DELANEY: And given everything that has been revealed over the last several years, the fact that Witness K was raising the alarm over the purportedly unlawful surveillance programme carried out against a friendly Government, in this case the Government of Timor Leste. We we know the important bits, don't we? What is there that we don't know? 

PAYNE: Well, I suppose that many would guess that that is the reason for the secrecy is that if the trial were public, the Government will be seen to explain whether or not they were doing the things that Witness K has said that they were doing. And that is probably the cause for, you know, secrecy, and that points to the fact that governments need to be more accountable than that. The public are entitled to know the answers around these issues. 

DELANEY: The reason for the surveillance operation that apparently was to do with trying to get some sort of competitive edge in the commercial negotiations over the oil and gas leases in the Timor Sea. Now, those negotiations had to go back to square one after these revelations. A deal has now been done. It's all ancient history, isn't it? Why people still worried about pursuing this? Why is the Federal Government still worried about this? 

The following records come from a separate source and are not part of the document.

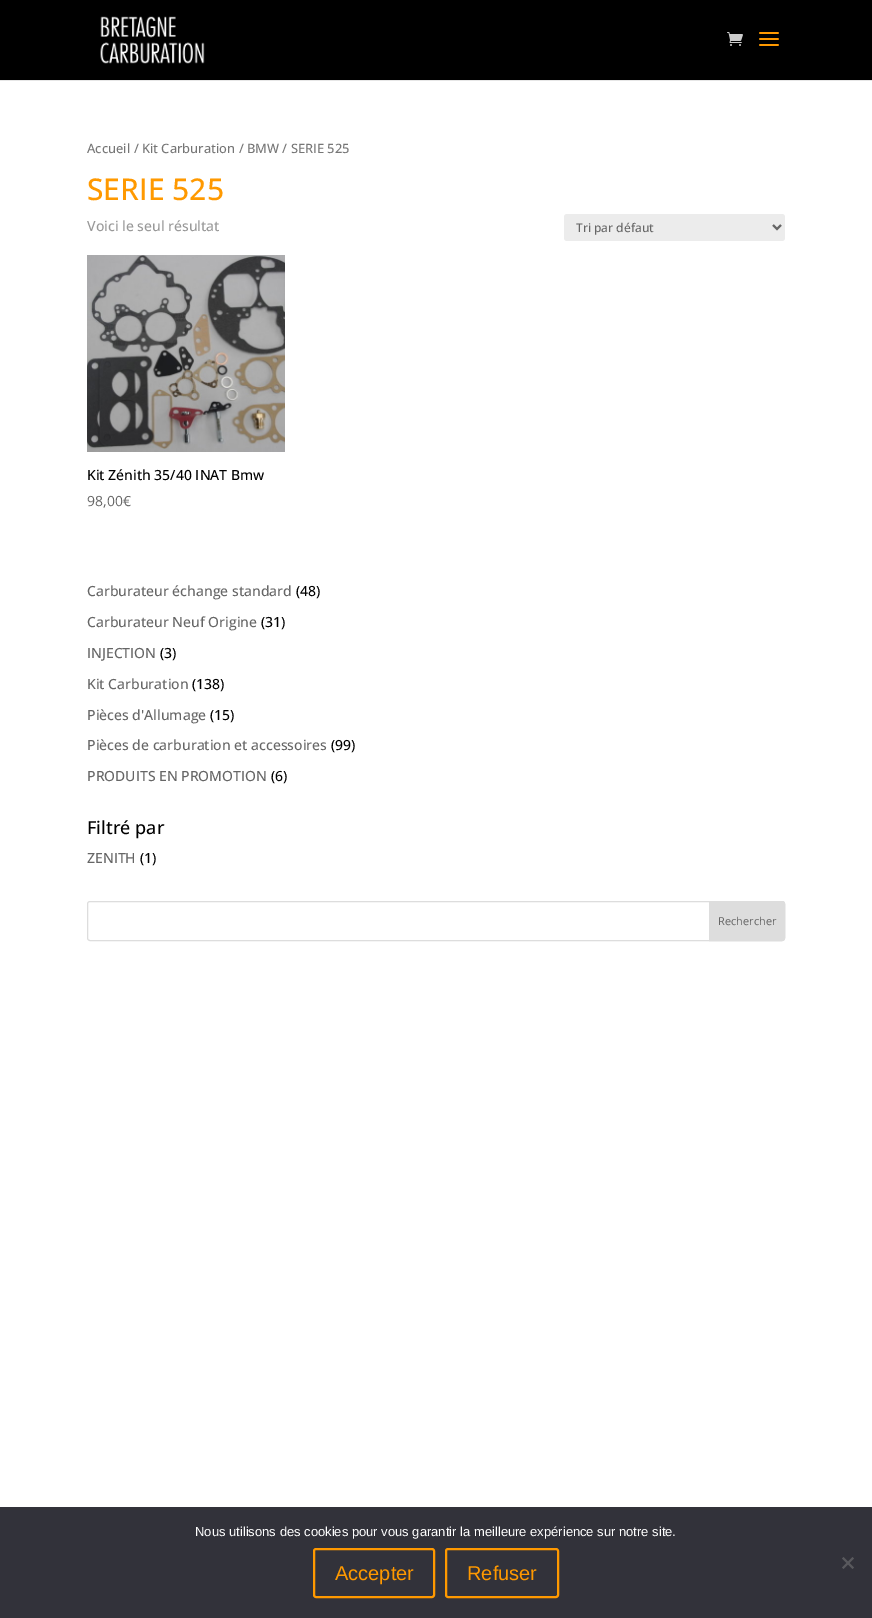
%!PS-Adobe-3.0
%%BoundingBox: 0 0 872 1618
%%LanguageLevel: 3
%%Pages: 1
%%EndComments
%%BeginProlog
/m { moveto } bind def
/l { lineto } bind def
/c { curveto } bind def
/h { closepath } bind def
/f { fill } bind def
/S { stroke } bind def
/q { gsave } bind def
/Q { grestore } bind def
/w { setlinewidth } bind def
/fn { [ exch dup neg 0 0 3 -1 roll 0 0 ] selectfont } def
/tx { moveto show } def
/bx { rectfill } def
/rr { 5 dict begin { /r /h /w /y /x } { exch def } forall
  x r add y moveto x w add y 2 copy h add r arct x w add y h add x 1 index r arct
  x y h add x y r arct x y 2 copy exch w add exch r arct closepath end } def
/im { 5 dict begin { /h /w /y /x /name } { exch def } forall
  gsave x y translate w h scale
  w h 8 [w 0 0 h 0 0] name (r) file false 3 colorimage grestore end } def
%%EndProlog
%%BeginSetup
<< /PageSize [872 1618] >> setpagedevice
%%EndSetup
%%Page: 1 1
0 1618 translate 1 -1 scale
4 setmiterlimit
1 setgray
0 0 872 1618 bx
0.902 setgray
0 80 872 1 bx
0 setgray
0 0 872 80 bx
(image0.raw) 100 16 105 48 im
(image1.raw) 727 32 16 14 im
(image2.raw) 759 32 20 14 im
/OpenSans-Medium 12.9 fn
0.463 setgray
(Accueil / Kit Carburation / BMW / SERIE 525) 87 153 tx
/OpenSans-Medium 30 fn
1 0.6 0 setrgbcolor
(SERIE 525) 87 200 tx
/OpenSans-Medium 14 fn
0.6 setgray
(Voici le seul résultat) 87 231 tx
0.925 setgray
564 214 221 27 3 rr f
0.4 setgray
2 w
773 225 m 777 229 l 781 225 l S
/OpenSans-Medium 12 fn
(Tri par défaut) 576 232 tx
(image3.raw) 87 255 198 197 im
/OpenSans-Medium 14 fn
0 setgray
(Kit Zénith 35/40 INAT Bmw) 87 480 tx
/OpenSans-Regular 14 fn
0.4 setgray
(98,00€) 87 506 tx
/OpenSans-Medium 14 fn
(Carburateur échange standard) 87 596 tx
0 setgray
(\(48\)) 296 596 tx
0.4 setgray
(Carburateur Neuf Origine) 87 627 tx
0 setgray
(\(31\)) 261 627 tx
0.4 setgray
(INJECTION) 87 658 tx
0 setgray
(\(3\)) 160 658 tx
0.4 setgray
(Kit Carburation) 87 689 tx
0 setgray
(\(138\)) 192 689 tx
0.4 setgray
(Pièces d'Allumage) 87 720 tx
0 setgray
(\(15\)) 210 720 tx
0.4 setgray
(Pièces de carburation et accessoires) 87 750 tx
0 setgray
(\(99\)) 331 750 tx
0.4 setgray
(PRODUITS EN PROMOTION) 87 781 tx
0 setgray
(\(6\)) 271 781 tx
/OpenSans-Medium 18 fn
(Filtré par) 87 834 tx
/OpenSans-Medium 14 fn
0.4 setgray
(ZENITH) 87 863 tx
0 setgray
(\(1\)) 140 863 tx
0.867 setgray
1 w
87.5 901.5 697 39 2.5 rr S
709.5 901.5 m 782 901.5 l 783.5 901.5 784.5 902.5 784.5 904 c 784.5 938 l 784.5 939.5 783.5 940.5 782 940.5 c 709.5 940.5 l h q f Q
S
/OpenSans-Regular 11 fn
0.4 setgray
(Rechercher) 718 925 tx
0.196 0.196 0.227 setrgbcolor
0 1507 872 111 bx
/LiberationSans-Regular 13 fn
1 setgray
(Nous utilisons des cookies pour vous garantir la meilleure expérience sur notre site.) 195 1536 tx
0.349 0.349 0.365 setrgbcolor
852.5 1557 m 854 1558.5 l 843.5 1569 l 842 1567.5 l h f
842 1558.5 m 843.5 1557 l 854 1567.5 l 852.5 1569 l h f
1 0.6 0 setrgbcolor
2 w
314 1549 120 48 2 rr S
/LiberationSans-Regular 20 fn
(Accepter) 335 1580 tx
446 1549 112 48 2 rr S
(Refuser) 467 1580 tx
showpage
%%EOF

PAYNE: Well, that's exactly, Leon, that is exactly why we are calling on the Government to provide those answers. 

DELANEY: So is it a case then that they're simply embarrassed by this? 

PAYNE: Well yes, possibly, you know, possibly, I don't know. And that's why we are asking. And that's why we do feel that the Attorney General or the Prime Minister need to explain why they are going to these lengths to pursue these two men, they shouldn't be scapegoated for something the Government was doing years ago and for blowing the whistle on it. And for doing in Bernard Collaery's case, his job as a lawyer. 

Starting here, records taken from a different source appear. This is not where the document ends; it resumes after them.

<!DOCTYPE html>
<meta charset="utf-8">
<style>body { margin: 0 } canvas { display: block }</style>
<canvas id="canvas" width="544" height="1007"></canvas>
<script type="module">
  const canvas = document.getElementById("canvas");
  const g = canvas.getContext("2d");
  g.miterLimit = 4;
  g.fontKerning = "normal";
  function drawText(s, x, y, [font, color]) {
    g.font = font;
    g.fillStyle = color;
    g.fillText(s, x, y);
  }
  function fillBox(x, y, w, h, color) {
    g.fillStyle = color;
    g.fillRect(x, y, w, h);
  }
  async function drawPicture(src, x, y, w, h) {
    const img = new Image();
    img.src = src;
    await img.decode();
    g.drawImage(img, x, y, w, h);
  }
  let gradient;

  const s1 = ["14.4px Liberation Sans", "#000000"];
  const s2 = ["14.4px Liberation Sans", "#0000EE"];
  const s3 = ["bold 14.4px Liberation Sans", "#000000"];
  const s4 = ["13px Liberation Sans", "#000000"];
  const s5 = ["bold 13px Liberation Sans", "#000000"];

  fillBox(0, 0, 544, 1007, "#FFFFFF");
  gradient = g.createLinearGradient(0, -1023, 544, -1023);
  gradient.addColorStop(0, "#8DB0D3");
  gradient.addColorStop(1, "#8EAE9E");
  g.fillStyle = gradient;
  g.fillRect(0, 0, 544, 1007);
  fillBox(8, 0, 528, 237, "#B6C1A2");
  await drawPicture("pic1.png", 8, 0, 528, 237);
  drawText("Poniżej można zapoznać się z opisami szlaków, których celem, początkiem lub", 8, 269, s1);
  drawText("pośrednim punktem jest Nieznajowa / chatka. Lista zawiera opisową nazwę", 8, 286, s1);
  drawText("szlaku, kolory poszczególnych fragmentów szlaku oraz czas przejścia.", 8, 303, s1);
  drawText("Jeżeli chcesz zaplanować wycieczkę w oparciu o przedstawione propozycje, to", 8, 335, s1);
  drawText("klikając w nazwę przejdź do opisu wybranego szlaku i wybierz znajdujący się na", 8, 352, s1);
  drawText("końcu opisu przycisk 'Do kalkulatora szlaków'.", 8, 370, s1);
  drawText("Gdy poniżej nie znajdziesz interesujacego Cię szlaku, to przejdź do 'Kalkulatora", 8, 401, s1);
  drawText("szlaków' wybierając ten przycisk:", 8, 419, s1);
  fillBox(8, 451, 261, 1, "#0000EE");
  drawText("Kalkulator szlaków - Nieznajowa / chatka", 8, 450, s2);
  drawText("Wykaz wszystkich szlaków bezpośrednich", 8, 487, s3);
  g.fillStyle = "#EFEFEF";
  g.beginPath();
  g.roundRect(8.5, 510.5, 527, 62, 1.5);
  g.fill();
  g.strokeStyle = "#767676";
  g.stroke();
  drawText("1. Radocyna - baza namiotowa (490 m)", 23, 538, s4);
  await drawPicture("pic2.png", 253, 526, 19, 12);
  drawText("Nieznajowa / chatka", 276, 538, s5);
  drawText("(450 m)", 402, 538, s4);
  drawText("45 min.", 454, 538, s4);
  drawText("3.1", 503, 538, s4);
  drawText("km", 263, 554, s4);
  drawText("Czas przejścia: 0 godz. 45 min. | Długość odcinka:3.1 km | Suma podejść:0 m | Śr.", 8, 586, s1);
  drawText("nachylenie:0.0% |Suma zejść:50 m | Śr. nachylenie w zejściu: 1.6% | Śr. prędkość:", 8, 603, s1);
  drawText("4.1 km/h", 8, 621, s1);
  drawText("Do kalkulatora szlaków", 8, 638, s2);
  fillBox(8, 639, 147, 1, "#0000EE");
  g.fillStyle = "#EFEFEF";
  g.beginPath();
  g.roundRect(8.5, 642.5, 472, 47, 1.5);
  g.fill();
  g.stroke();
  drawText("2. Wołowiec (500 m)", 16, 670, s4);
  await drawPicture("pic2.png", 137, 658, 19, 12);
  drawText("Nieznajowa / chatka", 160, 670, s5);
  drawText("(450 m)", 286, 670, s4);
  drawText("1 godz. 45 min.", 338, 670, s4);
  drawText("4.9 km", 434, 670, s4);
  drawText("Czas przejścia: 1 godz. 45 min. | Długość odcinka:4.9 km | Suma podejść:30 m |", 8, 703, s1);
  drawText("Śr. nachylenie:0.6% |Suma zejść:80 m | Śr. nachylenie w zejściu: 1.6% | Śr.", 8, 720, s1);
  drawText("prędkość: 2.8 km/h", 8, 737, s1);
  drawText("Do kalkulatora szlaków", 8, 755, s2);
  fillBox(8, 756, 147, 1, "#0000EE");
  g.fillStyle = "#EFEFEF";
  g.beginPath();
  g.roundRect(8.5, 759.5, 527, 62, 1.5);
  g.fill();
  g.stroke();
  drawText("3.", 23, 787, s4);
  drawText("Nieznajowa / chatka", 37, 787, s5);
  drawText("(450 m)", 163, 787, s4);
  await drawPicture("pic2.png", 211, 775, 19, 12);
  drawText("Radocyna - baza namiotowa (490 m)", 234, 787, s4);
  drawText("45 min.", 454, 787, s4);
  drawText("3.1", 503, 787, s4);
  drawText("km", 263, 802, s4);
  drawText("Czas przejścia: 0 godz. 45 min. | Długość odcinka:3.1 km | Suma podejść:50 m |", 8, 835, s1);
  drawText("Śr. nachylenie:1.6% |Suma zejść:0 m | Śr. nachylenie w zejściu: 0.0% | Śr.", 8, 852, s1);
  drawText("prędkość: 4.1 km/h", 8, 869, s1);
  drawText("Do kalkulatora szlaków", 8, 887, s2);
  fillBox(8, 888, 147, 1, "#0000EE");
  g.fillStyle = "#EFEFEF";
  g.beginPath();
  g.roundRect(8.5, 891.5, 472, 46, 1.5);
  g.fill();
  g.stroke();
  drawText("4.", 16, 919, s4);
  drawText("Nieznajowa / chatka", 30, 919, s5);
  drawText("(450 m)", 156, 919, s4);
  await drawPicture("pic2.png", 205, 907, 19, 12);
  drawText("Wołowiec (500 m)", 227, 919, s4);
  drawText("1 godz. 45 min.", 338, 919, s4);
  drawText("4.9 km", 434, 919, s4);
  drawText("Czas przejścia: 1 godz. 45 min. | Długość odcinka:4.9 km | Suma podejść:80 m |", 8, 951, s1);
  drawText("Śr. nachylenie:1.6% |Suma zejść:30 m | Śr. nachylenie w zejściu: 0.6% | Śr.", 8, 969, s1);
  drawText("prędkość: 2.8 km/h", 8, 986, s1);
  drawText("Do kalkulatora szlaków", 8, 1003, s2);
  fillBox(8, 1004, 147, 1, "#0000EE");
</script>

DELANEY: And many would argue doing a service to the nation by blowing the whistle on an inappropriate activity conducted by the Government. 

PAYNE: Exactly.

DELANEY: There is a broader issue at hand here as well, of course, it's not just about Bernard Collaery and Witness K, it's about the issue of secrecy, which has also been applied to another case, where the individual in the middle of it is known as Witness J. We know even less about that particular case. But this is a pattern here, isn't it? Where matters of sensitivity are being dealt with, in a way where pretty much everything is just being hidden away so that nobody can see any of the detail at all. What's the danger of that? 

PAYNE: Absolutely. And I also that Witness J case is incredibly concerning. That you know how little we knew about why that that man was in jail. I think, the slide into secrecy, is a concern, should be concerning to all Australians, because it is undermining our democracy, it is undermining our rights as citizens. We have a Government that doesn't like to be held accountable and just hates all dissent. And we see that in a range of ways that the Prime Minister is pursuing. But the problem is, is it erodes our rights as citizens. If the Government can prosecute people in a secret trial and put them in jail with no public explanation, where does it end? That's the question. You know, and where if whistleblowers aren't able to blow the whistle on things that the Government are doing, you know, what rights do we have as citizens? 

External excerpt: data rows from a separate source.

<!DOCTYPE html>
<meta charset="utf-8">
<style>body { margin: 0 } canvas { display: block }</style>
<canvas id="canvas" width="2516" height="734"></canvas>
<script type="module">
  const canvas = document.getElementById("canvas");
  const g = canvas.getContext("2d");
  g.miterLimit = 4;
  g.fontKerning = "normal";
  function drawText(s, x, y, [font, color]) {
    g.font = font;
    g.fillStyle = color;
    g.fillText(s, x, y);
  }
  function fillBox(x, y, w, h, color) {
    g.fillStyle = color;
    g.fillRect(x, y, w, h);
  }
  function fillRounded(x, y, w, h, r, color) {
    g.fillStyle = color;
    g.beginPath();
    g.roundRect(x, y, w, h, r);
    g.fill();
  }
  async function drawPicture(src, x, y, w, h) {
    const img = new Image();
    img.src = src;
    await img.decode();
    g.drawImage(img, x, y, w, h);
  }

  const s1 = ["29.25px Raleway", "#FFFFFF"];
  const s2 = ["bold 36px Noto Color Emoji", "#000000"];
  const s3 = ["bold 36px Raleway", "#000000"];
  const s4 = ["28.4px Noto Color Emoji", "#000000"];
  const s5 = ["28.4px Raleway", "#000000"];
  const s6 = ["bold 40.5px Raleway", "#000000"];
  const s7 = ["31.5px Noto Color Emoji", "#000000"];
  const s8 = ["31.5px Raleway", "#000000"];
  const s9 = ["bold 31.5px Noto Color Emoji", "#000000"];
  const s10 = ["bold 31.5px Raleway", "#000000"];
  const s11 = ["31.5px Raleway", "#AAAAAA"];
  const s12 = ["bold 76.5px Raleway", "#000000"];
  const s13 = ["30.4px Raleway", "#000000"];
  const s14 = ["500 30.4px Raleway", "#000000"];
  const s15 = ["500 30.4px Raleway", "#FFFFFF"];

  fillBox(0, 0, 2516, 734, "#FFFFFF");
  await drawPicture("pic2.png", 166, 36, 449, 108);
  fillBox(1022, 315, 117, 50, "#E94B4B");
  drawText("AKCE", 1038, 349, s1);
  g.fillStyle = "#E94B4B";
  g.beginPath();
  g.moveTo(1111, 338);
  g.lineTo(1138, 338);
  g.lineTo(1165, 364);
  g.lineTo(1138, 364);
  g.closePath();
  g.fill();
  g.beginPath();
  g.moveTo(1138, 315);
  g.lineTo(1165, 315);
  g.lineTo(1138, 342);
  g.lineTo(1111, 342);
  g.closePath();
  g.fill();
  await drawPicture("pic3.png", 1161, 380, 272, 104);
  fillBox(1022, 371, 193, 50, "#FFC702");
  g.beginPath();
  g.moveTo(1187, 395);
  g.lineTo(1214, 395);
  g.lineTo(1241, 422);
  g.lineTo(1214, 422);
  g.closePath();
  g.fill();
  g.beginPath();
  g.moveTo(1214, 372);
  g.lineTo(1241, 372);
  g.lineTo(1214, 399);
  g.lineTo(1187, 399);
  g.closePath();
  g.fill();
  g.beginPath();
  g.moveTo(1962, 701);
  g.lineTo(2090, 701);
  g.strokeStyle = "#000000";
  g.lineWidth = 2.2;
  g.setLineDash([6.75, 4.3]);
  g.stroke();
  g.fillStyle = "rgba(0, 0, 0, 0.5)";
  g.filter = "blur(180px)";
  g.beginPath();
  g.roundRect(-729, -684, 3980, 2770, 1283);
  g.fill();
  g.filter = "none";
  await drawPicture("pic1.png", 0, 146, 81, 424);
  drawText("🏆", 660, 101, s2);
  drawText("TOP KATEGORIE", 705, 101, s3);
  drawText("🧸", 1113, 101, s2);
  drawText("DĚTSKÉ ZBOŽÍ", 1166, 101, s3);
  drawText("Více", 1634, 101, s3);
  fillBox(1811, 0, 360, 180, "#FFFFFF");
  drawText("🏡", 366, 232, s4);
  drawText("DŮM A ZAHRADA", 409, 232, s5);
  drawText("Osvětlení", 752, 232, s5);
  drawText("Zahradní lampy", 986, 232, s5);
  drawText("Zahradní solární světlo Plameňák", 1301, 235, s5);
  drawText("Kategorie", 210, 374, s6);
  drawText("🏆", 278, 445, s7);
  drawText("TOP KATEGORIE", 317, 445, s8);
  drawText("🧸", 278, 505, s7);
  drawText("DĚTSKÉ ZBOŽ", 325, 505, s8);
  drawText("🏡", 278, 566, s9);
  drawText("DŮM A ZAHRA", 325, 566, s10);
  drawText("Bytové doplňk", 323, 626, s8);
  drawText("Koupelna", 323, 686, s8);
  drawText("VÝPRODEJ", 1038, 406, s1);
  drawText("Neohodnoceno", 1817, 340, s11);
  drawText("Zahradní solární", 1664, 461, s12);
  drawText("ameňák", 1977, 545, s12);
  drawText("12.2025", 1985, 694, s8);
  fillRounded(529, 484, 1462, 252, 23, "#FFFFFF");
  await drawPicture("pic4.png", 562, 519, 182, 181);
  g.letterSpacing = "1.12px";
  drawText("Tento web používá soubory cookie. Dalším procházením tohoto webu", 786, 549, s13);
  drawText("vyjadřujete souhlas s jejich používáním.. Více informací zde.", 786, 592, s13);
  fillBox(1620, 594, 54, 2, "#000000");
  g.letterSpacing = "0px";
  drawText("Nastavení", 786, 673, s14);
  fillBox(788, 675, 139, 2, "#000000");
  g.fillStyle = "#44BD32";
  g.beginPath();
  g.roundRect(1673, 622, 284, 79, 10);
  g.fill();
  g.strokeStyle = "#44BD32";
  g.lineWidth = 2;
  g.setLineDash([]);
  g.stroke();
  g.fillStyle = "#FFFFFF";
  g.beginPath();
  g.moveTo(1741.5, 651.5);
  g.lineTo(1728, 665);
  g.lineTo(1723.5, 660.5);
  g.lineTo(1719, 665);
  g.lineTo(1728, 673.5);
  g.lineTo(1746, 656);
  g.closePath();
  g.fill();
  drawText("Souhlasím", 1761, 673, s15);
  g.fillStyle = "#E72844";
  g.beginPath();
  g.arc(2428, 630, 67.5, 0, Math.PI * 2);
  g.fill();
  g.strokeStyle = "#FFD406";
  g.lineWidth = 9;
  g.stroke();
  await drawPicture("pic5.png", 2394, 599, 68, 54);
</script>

DELANEY: I mentioned in the introduction to the programme today, Franz Kafka. Have you read the trial? 

PAYNE: I haven't actually, Leon. 

DELANEY: I would recommend it to anybody who's concerned about these issues. The plot of the novel basically is an individual who is charged with a crime that he doesn't know even what the crime is that he's been charged with. And he's held up in the bureaucracies for so long, that he just eventually gets forgotten, and then taken off and executed for a crime that he still doesn't know what it was. 

PAYNE: Right. Well, I'll add it to my list. 

DELANEY: Right up there with 1984. Thanks for joining us today. 

PAYNE: All right. Thank you, Leon. 

DELANEY: Alicia Payne, member for Canberra.